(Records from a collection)
☆ ☆ ☆ ☆

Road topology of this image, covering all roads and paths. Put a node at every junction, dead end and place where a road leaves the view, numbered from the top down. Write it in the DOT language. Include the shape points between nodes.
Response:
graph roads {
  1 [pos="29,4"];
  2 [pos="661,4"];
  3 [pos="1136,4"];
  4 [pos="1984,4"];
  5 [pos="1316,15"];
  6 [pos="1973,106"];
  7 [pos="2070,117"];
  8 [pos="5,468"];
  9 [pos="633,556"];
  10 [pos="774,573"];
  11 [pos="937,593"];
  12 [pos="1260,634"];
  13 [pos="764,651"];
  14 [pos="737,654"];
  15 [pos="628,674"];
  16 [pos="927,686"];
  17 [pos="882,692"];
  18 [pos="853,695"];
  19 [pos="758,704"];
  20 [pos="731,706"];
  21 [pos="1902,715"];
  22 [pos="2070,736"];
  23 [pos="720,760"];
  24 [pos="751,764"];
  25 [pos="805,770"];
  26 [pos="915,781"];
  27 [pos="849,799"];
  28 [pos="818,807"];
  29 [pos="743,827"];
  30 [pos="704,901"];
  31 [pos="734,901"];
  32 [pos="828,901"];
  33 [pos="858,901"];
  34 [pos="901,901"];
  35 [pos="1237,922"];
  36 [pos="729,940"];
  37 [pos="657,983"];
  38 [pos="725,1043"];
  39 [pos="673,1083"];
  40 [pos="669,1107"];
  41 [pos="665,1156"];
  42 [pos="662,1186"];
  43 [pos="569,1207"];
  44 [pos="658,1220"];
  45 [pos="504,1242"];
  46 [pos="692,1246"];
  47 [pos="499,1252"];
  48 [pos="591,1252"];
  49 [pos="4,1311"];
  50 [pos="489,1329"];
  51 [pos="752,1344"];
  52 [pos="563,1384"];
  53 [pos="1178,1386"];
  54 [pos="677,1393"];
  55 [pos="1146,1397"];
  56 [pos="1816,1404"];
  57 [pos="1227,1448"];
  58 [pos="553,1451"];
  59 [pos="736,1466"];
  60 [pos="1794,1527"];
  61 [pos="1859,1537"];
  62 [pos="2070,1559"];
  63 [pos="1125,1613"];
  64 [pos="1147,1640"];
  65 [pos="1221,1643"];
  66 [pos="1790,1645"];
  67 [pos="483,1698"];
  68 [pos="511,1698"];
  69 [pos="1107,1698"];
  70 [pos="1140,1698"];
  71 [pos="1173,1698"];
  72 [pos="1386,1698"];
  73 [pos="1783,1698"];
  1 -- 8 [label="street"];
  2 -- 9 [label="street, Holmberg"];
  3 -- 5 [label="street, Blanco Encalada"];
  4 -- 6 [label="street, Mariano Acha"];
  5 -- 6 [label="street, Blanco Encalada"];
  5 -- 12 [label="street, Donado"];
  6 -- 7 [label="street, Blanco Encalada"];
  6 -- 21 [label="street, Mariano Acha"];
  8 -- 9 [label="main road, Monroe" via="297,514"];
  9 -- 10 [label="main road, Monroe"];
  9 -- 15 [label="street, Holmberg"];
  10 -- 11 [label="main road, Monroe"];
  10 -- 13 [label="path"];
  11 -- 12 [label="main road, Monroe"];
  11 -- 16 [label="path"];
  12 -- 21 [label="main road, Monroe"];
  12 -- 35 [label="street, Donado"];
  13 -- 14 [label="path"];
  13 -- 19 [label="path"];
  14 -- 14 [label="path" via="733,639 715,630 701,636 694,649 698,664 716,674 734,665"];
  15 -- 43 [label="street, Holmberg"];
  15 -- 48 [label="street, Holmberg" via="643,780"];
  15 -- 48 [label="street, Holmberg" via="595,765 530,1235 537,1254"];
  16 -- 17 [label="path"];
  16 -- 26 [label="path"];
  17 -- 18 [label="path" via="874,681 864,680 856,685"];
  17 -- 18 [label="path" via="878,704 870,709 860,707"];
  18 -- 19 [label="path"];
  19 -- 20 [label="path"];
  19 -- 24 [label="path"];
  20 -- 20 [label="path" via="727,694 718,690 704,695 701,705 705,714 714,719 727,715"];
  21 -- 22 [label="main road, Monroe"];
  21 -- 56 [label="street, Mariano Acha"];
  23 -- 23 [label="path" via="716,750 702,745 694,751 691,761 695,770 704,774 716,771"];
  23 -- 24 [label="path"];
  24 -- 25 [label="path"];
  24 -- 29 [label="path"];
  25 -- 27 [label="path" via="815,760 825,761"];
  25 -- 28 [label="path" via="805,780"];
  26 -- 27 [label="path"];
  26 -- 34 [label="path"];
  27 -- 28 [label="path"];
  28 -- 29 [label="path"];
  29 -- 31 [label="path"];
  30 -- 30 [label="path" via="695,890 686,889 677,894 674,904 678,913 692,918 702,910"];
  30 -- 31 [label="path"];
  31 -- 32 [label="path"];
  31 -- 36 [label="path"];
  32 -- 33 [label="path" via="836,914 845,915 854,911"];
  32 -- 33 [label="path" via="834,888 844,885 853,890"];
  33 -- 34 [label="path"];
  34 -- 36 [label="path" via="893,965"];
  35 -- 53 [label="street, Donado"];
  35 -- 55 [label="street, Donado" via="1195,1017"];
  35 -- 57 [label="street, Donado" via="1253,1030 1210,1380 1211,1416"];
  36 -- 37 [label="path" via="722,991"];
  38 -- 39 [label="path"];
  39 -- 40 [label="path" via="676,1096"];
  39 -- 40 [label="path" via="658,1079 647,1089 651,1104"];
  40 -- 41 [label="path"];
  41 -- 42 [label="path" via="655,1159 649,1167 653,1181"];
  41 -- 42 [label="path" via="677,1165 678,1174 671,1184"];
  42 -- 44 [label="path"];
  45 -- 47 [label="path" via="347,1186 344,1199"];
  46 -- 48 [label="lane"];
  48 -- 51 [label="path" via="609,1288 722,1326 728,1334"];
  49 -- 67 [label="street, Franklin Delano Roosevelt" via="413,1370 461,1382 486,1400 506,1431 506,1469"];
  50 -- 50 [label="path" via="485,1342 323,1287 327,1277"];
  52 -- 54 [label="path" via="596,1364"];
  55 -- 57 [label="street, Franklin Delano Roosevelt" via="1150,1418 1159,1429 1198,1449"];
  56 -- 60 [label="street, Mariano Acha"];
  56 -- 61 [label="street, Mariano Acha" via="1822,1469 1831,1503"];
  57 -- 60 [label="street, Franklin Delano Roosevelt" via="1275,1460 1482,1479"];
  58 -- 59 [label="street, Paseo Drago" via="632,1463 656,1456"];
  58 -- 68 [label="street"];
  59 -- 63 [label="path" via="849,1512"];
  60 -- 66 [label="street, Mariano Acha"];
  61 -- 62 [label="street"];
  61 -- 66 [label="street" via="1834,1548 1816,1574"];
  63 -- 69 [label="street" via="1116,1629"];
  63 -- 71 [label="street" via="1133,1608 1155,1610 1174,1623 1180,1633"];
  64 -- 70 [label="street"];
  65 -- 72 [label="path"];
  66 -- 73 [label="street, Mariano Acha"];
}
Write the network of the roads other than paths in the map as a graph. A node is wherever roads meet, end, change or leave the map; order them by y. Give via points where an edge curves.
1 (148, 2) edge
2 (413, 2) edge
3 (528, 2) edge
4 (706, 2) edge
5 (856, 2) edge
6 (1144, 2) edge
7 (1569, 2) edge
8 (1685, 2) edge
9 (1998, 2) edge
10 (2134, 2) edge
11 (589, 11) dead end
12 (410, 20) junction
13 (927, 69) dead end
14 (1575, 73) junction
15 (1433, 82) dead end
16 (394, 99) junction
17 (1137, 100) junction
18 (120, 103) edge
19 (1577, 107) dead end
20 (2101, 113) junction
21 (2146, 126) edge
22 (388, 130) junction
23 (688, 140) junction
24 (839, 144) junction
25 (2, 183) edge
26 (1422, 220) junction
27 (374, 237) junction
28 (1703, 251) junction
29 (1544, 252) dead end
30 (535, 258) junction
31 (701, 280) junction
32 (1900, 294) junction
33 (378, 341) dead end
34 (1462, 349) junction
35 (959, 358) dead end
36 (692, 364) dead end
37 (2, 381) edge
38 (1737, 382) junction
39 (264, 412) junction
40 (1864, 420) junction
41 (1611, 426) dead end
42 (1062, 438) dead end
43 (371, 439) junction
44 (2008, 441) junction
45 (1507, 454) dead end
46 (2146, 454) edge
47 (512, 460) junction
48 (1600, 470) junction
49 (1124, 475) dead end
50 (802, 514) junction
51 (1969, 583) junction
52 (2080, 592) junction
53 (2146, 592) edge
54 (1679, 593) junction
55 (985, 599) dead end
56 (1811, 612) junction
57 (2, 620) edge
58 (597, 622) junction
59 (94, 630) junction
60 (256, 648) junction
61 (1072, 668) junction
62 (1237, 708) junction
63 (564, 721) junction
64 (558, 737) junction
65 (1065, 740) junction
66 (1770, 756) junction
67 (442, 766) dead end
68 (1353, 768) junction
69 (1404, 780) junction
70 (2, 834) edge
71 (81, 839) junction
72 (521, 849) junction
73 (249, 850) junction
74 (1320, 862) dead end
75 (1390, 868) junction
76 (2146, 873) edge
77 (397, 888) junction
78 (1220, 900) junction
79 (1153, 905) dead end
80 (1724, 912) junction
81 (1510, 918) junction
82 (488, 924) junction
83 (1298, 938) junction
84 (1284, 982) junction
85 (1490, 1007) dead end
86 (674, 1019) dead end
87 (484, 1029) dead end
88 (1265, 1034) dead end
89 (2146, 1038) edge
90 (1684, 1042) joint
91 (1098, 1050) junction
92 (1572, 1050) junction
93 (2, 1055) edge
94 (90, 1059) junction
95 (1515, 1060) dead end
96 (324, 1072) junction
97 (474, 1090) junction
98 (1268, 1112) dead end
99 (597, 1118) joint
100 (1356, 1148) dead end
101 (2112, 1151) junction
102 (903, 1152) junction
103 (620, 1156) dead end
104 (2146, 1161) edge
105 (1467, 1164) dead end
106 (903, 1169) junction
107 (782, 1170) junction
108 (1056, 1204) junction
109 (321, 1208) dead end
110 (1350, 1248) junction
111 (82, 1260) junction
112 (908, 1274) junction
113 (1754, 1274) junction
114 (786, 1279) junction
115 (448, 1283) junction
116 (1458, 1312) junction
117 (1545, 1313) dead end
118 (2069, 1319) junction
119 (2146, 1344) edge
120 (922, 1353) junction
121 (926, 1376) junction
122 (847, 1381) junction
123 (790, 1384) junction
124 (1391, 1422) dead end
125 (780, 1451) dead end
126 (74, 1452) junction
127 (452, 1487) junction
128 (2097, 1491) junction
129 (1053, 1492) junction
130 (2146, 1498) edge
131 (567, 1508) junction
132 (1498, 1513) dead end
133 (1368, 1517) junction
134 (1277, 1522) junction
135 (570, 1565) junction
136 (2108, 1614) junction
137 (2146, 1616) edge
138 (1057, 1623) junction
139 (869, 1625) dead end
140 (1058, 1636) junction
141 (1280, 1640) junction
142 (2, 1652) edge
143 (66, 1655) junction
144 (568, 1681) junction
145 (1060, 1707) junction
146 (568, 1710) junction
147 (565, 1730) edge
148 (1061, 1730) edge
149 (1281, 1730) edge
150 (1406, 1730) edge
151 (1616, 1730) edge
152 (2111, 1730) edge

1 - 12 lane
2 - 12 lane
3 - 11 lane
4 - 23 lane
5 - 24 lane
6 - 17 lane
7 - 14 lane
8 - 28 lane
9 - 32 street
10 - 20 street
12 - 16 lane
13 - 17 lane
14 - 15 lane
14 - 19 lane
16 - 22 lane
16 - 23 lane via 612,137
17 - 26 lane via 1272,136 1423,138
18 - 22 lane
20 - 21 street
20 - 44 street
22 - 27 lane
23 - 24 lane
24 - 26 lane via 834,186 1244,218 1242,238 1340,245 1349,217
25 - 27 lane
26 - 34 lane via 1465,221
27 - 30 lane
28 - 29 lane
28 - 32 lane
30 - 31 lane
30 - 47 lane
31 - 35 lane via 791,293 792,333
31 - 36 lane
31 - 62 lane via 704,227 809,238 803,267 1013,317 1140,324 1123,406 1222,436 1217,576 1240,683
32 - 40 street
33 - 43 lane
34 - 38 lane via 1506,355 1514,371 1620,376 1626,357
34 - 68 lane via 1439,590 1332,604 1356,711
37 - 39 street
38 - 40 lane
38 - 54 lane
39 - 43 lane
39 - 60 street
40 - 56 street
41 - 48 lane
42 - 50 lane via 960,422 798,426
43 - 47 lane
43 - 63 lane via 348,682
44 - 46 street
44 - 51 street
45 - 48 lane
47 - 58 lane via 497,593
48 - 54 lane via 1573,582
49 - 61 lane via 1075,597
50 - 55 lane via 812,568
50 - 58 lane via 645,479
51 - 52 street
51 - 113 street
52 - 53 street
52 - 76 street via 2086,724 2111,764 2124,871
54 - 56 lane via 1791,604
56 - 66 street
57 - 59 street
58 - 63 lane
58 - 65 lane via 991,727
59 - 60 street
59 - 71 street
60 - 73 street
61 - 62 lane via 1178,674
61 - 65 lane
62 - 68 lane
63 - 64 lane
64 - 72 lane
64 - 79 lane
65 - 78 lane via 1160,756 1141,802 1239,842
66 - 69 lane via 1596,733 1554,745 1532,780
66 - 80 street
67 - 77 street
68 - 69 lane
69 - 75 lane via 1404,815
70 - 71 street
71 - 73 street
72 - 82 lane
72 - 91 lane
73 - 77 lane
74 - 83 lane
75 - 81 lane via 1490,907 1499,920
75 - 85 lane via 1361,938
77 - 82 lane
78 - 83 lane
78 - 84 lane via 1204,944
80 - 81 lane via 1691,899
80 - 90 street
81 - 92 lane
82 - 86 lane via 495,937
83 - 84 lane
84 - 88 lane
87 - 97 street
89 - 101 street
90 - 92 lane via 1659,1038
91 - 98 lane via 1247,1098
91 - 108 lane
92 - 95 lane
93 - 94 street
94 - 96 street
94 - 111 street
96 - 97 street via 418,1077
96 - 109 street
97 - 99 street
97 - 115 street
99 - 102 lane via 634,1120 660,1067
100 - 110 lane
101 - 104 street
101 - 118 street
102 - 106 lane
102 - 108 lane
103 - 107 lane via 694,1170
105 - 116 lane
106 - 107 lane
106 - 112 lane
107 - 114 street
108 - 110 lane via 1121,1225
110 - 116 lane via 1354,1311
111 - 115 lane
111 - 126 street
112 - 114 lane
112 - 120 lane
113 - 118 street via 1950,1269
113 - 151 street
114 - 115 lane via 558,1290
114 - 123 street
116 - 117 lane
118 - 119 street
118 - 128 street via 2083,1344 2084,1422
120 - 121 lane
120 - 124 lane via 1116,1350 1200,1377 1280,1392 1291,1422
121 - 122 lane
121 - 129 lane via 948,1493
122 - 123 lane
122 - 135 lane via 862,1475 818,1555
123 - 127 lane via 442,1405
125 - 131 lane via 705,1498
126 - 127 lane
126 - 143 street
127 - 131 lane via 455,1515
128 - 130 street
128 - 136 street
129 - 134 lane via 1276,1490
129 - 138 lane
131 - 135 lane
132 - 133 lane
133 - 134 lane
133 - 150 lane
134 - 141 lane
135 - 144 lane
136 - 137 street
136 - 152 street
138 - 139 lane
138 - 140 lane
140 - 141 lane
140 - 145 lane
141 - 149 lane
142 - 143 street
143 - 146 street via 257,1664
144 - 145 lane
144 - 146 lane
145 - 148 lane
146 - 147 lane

☆ ☆ ☆ ☆

- _Exercise objective_: Please go through the data above and copy each line containing the word "Encalada".

- _Response to this task_:
  3 -- 5 [label="street, Blanco Encalada"];
  5 -- 6 [label="street, Blanco Encalada"];
  6 -- 7 [label="street, Blanco Encalada"];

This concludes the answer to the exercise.